Problem statement:
Working from the records below, repeat exactly the lines starting at the line that contains "ring mcp: (241, 181)" and ending at the line that contains "thumb tip: (211, 253)", inclusive.

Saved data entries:
----
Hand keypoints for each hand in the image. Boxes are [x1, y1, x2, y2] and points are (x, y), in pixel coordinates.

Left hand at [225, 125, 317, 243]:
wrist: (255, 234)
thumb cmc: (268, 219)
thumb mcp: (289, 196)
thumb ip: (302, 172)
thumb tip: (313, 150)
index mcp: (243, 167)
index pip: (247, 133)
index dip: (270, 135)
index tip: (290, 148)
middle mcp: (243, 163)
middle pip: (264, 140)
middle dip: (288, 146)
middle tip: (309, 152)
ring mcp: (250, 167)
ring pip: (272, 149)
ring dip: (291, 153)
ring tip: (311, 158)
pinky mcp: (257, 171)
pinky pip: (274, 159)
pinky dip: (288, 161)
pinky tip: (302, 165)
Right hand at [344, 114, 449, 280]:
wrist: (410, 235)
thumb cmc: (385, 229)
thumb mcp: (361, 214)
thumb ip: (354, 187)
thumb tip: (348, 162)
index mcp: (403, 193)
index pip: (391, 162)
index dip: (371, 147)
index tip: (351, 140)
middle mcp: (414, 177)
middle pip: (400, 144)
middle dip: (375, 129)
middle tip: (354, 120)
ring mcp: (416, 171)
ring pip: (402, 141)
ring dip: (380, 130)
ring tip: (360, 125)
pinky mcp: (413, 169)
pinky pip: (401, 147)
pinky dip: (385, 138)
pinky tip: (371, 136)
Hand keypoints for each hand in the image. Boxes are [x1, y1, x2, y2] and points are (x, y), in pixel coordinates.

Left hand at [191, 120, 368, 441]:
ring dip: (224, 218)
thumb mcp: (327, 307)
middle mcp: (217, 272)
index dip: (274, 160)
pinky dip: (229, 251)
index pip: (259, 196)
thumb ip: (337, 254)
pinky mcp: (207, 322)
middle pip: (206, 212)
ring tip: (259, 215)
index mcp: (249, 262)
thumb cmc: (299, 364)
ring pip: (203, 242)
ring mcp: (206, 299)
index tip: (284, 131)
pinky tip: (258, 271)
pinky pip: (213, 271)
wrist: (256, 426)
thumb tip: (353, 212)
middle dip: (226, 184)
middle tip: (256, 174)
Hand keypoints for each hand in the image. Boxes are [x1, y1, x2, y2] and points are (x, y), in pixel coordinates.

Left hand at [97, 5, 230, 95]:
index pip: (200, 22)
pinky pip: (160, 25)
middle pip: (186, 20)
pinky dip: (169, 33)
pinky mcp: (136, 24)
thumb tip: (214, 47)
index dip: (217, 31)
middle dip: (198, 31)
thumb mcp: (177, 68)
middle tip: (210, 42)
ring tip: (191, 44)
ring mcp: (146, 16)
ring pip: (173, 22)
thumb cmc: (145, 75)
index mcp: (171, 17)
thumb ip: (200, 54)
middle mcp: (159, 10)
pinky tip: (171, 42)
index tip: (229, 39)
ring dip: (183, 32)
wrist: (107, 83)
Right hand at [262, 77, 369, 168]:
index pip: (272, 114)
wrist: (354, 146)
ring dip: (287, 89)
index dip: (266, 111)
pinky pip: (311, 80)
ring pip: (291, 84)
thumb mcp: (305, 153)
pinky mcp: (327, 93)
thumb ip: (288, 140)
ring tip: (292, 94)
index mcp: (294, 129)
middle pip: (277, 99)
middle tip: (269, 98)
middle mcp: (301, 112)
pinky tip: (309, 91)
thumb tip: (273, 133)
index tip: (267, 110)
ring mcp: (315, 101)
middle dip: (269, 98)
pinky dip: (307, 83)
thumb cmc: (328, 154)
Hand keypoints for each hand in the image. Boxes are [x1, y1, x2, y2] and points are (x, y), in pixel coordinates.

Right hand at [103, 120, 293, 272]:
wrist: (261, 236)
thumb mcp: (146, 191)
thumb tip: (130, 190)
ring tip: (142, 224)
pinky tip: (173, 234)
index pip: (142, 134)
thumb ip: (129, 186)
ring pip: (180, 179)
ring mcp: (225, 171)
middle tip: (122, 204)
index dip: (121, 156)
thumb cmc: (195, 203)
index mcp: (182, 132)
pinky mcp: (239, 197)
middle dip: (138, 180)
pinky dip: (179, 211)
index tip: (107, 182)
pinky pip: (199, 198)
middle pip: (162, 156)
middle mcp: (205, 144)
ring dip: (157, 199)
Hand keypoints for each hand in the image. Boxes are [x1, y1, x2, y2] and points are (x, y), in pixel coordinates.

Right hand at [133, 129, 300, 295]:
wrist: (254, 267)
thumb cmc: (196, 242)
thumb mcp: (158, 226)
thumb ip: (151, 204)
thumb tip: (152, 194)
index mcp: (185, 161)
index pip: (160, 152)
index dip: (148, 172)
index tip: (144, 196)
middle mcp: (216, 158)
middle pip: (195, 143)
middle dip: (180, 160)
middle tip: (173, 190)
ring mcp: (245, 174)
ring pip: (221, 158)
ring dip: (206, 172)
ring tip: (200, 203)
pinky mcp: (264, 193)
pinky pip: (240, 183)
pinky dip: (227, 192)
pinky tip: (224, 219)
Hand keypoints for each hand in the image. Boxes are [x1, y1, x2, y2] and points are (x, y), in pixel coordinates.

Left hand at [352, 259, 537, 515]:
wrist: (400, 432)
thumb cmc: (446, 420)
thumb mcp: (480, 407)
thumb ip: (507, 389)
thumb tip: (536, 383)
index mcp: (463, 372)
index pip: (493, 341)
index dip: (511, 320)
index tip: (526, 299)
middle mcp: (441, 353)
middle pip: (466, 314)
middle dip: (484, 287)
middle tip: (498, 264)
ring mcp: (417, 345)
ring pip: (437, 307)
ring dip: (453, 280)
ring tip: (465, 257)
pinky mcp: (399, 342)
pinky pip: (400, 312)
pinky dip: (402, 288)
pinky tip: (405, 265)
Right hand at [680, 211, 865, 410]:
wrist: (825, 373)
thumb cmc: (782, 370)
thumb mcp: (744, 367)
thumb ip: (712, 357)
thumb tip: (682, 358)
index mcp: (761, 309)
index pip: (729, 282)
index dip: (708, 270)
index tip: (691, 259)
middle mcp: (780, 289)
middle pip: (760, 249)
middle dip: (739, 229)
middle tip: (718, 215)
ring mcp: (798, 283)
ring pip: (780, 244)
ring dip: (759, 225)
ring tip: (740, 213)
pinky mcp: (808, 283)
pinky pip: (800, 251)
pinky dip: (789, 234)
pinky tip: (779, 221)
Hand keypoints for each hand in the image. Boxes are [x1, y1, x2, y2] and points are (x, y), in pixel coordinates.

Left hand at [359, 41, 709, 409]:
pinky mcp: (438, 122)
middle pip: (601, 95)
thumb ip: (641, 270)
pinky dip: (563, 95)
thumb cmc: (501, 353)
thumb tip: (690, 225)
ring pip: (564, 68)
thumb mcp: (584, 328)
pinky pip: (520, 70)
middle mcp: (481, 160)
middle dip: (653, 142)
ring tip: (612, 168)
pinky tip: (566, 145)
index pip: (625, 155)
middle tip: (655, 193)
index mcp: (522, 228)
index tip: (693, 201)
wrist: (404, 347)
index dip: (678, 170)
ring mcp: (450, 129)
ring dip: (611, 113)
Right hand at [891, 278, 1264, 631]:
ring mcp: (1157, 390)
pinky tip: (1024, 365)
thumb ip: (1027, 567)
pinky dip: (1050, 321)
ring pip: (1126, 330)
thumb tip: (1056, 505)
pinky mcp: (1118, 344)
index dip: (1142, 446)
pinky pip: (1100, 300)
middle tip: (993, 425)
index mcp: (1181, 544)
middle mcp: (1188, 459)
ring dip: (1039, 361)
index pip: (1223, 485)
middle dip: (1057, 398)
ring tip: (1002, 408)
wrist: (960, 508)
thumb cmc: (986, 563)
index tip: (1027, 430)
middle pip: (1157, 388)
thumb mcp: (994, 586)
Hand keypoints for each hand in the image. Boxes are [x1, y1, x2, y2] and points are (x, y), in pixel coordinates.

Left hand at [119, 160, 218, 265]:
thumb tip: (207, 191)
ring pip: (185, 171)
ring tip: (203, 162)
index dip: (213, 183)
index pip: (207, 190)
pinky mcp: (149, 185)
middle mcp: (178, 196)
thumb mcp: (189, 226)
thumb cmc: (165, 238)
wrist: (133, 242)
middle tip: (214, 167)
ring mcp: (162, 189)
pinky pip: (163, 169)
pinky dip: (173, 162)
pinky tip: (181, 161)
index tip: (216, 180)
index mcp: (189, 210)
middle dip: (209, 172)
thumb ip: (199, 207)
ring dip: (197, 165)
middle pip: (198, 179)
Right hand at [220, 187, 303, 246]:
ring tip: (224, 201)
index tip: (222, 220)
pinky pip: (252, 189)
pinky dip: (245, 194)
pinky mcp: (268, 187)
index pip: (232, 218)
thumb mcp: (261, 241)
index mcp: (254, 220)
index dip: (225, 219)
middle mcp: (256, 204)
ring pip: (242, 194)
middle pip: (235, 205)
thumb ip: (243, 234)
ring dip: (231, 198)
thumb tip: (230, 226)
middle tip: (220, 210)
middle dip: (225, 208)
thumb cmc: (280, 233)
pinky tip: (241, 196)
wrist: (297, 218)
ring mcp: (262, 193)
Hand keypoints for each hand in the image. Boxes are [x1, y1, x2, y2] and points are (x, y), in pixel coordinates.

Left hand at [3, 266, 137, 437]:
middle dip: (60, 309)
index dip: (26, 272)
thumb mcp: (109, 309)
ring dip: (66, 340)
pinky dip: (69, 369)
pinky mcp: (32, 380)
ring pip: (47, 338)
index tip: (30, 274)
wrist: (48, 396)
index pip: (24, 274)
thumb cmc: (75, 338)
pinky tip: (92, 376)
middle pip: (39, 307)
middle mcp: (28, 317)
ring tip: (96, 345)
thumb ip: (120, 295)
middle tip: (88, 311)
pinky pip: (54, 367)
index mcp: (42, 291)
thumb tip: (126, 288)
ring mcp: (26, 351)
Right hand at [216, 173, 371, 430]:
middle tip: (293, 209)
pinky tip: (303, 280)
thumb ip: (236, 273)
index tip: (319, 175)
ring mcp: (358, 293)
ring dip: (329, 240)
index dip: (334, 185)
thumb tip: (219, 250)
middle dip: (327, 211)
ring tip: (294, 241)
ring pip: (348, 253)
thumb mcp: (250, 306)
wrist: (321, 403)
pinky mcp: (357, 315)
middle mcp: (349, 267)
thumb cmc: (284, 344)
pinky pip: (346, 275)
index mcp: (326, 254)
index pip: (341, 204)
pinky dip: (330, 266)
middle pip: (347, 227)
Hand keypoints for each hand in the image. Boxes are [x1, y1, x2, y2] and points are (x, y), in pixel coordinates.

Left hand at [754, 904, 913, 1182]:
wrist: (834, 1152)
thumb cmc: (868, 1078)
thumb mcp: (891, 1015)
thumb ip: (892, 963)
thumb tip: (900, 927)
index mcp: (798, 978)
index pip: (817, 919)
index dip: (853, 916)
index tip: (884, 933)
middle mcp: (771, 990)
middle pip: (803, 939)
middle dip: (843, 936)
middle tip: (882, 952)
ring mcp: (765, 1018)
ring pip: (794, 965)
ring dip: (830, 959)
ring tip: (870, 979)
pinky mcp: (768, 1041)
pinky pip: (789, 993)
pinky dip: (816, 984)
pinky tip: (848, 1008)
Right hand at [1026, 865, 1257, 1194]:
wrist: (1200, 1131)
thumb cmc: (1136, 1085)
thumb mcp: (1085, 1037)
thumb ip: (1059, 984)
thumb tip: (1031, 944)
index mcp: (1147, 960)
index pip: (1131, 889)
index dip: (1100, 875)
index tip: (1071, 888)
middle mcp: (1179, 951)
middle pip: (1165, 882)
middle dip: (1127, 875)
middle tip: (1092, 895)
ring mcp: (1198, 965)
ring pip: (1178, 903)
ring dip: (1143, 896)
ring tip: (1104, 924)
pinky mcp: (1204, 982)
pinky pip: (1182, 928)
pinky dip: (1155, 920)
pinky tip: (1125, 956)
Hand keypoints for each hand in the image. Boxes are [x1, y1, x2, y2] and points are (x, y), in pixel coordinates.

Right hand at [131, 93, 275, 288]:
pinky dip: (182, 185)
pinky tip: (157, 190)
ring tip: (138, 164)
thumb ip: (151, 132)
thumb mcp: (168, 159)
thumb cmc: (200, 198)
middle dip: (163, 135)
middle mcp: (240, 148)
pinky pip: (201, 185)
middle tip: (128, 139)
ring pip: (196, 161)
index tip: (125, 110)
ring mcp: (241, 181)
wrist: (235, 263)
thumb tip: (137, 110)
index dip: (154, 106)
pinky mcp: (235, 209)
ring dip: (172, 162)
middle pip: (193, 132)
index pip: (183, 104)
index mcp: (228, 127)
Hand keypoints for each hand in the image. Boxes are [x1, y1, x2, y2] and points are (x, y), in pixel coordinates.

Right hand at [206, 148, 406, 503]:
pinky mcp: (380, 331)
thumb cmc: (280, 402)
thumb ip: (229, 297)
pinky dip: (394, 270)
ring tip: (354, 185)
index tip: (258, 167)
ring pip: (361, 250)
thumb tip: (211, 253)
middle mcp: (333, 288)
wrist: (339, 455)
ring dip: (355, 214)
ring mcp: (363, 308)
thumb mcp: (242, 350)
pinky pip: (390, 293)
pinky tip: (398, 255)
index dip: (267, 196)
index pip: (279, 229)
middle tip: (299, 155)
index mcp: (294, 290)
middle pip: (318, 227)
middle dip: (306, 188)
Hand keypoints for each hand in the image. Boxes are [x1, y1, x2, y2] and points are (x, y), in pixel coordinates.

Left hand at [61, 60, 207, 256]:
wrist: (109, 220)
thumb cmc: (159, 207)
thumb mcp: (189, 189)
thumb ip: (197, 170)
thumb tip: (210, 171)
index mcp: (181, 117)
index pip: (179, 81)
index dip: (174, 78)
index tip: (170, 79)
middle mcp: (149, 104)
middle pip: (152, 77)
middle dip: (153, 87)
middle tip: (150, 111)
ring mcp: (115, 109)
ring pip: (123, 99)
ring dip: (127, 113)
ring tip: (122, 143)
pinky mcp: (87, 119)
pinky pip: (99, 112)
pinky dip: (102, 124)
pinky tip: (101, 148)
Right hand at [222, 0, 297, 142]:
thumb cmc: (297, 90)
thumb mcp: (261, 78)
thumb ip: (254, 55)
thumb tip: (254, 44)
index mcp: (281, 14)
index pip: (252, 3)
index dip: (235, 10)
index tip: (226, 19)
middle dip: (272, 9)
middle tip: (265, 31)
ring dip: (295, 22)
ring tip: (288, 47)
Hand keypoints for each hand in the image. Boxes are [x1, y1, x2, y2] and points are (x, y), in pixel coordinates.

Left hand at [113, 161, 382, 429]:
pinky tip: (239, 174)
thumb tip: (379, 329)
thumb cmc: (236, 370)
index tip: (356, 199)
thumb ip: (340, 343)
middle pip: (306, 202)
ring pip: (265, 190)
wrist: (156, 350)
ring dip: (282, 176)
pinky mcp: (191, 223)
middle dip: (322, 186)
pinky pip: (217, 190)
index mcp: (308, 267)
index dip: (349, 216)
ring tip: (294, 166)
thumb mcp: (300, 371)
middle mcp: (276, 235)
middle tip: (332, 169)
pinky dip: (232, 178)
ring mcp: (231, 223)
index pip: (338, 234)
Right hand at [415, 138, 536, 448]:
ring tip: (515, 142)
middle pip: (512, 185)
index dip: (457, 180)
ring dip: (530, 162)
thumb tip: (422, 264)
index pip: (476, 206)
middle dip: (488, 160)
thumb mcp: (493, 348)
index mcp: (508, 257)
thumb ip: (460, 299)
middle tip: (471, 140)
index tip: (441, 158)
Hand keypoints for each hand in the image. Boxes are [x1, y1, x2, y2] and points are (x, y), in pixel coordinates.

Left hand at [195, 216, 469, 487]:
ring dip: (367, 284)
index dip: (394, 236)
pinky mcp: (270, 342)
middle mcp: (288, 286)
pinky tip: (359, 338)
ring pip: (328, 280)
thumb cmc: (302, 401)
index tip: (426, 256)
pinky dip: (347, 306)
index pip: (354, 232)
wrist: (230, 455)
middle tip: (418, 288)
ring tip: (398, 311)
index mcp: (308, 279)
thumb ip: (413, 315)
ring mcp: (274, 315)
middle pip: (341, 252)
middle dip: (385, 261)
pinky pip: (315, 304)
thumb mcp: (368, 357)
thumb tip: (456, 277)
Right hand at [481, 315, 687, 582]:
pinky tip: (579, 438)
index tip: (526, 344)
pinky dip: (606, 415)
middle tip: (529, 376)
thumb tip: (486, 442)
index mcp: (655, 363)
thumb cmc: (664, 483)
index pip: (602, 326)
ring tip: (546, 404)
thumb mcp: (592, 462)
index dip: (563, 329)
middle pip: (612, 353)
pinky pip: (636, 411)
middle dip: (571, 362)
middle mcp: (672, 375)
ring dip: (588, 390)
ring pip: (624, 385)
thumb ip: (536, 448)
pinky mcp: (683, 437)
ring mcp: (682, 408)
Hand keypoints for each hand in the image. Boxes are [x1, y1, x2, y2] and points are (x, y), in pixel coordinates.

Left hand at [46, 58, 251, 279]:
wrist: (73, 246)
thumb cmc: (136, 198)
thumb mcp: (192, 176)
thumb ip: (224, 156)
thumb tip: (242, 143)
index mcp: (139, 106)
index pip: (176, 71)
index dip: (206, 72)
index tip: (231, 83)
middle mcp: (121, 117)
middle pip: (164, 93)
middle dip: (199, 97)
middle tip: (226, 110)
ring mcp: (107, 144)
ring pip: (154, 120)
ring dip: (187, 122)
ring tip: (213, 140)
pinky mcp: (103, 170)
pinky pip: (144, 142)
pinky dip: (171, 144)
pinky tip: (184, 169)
----
Solved exercise:
ring mcp: (241, 181)
wrist: (235, 263)
thumb tip: (137, 110)
index dip: (154, 106)
pinky mcp: (235, 209)
ring dip: (172, 162)
middle pip: (193, 132)
index pip: (183, 104)
index mcp: (228, 127)
Hand keypoints for each hand in the image. Boxes are [x1, y1, x2, y2] and points are (x, y), in pixel coordinates.

Right hand at [206, 148, 406, 503]:
pinky mcp: (380, 331)
thumb cmc: (280, 402)
thumb ip: (229, 297)
pinky dip: (394, 270)
ring tip: (354, 185)
index tip: (258, 167)
ring pip: (361, 250)
thumb tip: (211, 253)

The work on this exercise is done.